Company Raises Net Proceeds of $13.6 Million
Esports Entertainment Group, Inc. (NASDAQ: GMBL) (NASDAQ: GMBLW) (or the "Company") today announced the successful completion of its public offering of common stock and warrants, raising proceeds of $13.6 million net of underwriting discounts, commissions and estimated offering expenses. The Company sold 15,000,000 shares of common stock and warrants to purchase 15,000,000 shares of common stock for a combined effective offering price of $1.00, with each common share accompanied by a warrant. The warrants are immediately exercisable at a price of $1.00 per share of common stock and expire five years from the date of issuance. The shares of common stock and the accompanying common warrants were issued separately and are immediately separable.

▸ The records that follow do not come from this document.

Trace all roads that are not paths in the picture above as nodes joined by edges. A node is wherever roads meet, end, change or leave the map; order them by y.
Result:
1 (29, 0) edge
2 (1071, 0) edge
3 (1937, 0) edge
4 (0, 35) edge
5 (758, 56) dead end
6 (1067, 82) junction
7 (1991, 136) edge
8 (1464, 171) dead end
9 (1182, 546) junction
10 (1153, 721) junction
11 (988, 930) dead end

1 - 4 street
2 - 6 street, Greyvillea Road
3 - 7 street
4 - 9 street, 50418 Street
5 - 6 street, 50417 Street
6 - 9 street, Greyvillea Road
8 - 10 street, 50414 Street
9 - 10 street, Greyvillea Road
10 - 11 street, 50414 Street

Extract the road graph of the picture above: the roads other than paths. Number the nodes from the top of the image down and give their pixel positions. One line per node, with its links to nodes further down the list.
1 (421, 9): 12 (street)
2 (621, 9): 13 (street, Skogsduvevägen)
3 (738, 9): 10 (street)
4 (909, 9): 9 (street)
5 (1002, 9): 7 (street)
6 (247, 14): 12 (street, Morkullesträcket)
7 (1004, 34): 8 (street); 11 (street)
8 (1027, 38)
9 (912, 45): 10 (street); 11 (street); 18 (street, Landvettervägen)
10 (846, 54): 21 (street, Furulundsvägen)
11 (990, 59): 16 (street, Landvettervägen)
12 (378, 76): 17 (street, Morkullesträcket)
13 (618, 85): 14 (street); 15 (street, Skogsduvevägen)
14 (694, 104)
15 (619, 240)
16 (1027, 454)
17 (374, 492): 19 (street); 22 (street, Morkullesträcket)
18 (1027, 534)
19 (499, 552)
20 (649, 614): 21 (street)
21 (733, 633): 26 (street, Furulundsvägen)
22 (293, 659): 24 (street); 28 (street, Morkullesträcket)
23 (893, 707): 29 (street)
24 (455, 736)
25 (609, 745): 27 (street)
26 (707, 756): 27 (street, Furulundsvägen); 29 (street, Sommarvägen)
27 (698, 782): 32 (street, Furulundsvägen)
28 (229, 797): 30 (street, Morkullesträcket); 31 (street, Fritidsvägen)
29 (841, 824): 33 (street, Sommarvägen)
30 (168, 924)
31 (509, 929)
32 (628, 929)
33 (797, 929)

"The proceeds from this important offering allow us to build our working capital reserves and enable the Company to repay a portion of its outstanding debt," said Grant Johnson, CEO of Esports Entertainment Group. "Collectively, this will provide our Company with a far firmer foundation which will allow us to take advantage of the growth potential provided by our newest esports products as well as our European-based iGaming and online sports betting businesses. In particular, we remain extremely bullish about the growing interest in our OMEGA solution and believe the debut of our LANDuel platform later this month will have a material impact on our financial performance in the coming quarters."
This offering is being made pursuant to an effective shelf registration statement on Form S-3 (No. 333-252370) previously filed with the U.S. Securities and Exchange Commission (SEC) and which became effective on February 5, 2021. The offering was made only by means of a written prospectus and prospectus supplement that forms a part of the registration statement. A final prospectus supplement and the accompanying prospectus relating to the offering was filed with the SEC and is available on the SEC's website at www.sec.gov. Alternatively, electronic copies of the final prospectus supplement and the accompanying prospectus may be obtained from Maxim Group LLC, 300 Park Avenue, 16th Floor, New York, New York 10022, at (212) 895-3745.
This press release shall not constitute an offer to sell or a solicitation of an offer to buy, nor shall there be any sale of these securities in any state or jurisdiction in which such offer, solicitation or sale would be unlawful, prior to registration or qualification under the securities laws of any such state or jurisdiction.
Maxim Group LLC and Joseph Gunnar & Co., LLC acted as book-running managers for the offering.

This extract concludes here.